If a line in the listing below has the string "main", copy it out.

★ ★ ★

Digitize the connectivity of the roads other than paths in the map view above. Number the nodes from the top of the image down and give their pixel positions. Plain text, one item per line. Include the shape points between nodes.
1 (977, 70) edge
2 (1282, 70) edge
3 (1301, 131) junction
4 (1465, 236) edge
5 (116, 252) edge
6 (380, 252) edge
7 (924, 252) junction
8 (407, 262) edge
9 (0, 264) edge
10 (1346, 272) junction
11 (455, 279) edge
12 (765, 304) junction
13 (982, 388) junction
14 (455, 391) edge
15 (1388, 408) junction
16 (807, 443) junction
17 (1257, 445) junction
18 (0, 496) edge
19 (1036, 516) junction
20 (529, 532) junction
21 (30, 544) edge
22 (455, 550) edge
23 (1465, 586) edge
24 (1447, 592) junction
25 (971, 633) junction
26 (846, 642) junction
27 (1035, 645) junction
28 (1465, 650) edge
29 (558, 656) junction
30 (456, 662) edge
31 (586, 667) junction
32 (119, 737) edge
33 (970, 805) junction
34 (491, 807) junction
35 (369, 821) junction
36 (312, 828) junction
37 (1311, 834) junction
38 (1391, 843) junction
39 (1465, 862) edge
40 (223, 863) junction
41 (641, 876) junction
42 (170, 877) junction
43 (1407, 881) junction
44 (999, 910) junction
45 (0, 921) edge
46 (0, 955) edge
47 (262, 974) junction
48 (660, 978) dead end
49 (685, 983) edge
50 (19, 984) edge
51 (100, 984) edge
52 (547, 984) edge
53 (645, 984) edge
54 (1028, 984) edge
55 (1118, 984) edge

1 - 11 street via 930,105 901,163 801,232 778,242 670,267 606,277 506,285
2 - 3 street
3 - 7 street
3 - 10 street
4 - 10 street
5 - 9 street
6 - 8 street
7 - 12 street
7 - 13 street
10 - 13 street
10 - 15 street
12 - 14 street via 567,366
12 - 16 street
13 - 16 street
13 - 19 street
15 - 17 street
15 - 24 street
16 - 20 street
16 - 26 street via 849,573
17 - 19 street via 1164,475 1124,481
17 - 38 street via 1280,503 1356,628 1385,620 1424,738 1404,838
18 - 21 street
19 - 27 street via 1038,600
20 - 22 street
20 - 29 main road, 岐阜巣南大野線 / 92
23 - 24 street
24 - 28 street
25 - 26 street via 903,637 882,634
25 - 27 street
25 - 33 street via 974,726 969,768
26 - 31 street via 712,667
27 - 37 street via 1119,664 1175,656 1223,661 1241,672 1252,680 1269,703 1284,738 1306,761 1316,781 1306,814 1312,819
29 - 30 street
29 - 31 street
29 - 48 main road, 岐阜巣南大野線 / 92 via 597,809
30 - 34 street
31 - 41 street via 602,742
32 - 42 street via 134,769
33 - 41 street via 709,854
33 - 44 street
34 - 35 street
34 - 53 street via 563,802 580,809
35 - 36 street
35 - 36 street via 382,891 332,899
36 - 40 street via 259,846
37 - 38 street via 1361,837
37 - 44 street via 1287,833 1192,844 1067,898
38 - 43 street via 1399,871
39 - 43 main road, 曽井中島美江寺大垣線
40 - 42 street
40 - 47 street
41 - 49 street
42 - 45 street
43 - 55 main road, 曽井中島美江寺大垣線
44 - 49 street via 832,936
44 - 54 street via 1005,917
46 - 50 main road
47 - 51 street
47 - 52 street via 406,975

★ ★ ★

» **Answer to this task**:
20 - 29 main road, 岐阜巣南大野線 / 92
29 - 48 main road, 岐阜巣南大野線 / 92 via 597,809
39 - 43 main road, 曽井中島美江寺大垣線
43 - 55 main road, 曽井中島美江寺大垣線
46 - 50 main road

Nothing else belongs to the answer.